Saved entries
***
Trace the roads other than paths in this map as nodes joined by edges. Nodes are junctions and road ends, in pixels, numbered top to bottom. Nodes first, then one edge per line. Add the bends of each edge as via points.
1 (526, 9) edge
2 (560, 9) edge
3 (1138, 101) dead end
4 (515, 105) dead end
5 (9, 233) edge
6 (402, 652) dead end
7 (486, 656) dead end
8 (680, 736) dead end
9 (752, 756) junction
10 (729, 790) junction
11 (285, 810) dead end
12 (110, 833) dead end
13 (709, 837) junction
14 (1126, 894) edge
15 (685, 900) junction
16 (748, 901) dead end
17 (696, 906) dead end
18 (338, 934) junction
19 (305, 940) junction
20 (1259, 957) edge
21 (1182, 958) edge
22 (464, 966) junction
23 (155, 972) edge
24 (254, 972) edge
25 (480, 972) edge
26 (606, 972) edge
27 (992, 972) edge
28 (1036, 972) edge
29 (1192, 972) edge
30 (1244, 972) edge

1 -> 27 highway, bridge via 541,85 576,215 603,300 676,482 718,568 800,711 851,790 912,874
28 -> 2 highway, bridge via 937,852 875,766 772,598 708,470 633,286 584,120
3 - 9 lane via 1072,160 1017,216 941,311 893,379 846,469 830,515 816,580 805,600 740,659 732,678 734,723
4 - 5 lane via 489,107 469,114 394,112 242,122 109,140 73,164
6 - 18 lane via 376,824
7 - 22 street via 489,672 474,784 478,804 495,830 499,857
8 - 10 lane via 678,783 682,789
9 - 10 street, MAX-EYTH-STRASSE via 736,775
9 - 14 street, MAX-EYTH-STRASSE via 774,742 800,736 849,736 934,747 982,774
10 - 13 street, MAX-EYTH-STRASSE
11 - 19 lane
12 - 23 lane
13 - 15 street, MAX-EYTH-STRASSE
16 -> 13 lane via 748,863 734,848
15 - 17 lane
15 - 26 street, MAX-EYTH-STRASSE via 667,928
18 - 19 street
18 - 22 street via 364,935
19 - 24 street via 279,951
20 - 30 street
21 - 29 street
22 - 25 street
***
■ PROBLEM REQUIREMENTS ■
A word-for-word restatement of the data above is required.

■ EXPECTED ANSWER ■
Trace the roads other than paths in this map as nodes joined by edges. Nodes are junctions and road ends, in pixels, numbered top to bottom. Nodes first, then one edge per line. Add the bends of each edge as via points.
1 (526, 9) edge
2 (560, 9) edge
3 (1138, 101) dead end
4 (515, 105) dead end
5 (9, 233) edge
6 (402, 652) dead end
7 (486, 656) dead end
8 (680, 736) dead end
9 (752, 756) junction
10 (729, 790) junction
11 (285, 810) dead end
12 (110, 833) dead end
13 (709, 837) junction
14 (1126, 894) edge
15 (685, 900) junction
16 (748, 901) dead end
17 (696, 906) dead end
18 (338, 934) junction
19 (305, 940) junction
20 (1259, 957) edge
21 (1182, 958) edge
22 (464, 966) junction
23 (155, 972) edge
24 (254, 972) edge
25 (480, 972) edge
26 (606, 972) edge
27 (992, 972) edge
28 (1036, 972) edge
29 (1192, 972) edge
30 (1244, 972) edge

1 -> 27 highway, bridge via 541,85 576,215 603,300 676,482 718,568 800,711 851,790 912,874
28 -> 2 highway, bridge via 937,852 875,766 772,598 708,470 633,286 584,120
3 - 9 lane via 1072,160 1017,216 941,311 893,379 846,469 830,515 816,580 805,600 740,659 732,678 734,723
4 - 5 lane via 489,107 469,114 394,112 242,122 109,140 73,164
6 - 18 lane via 376,824
7 - 22 street via 489,672 474,784 478,804 495,830 499,857
8 - 10 lane via 678,783 682,789
9 - 10 street, MAX-EYTH-STRASSE via 736,775
9 - 14 street, MAX-EYTH-STRASSE via 774,742 800,736 849,736 934,747 982,774
10 - 13 street, MAX-EYTH-STRASSE
11 - 19 lane
12 - 23 lane
13 - 15 street, MAX-EYTH-STRASSE
16 -> 13 lane via 748,863 734,848
15 - 17 lane
15 - 26 street, MAX-EYTH-STRASSE via 667,928
18 - 19 street
18 - 22 street via 364,935
19 - 24 street via 279,951
20 - 30 street
21 - 29 street
22 - 25 street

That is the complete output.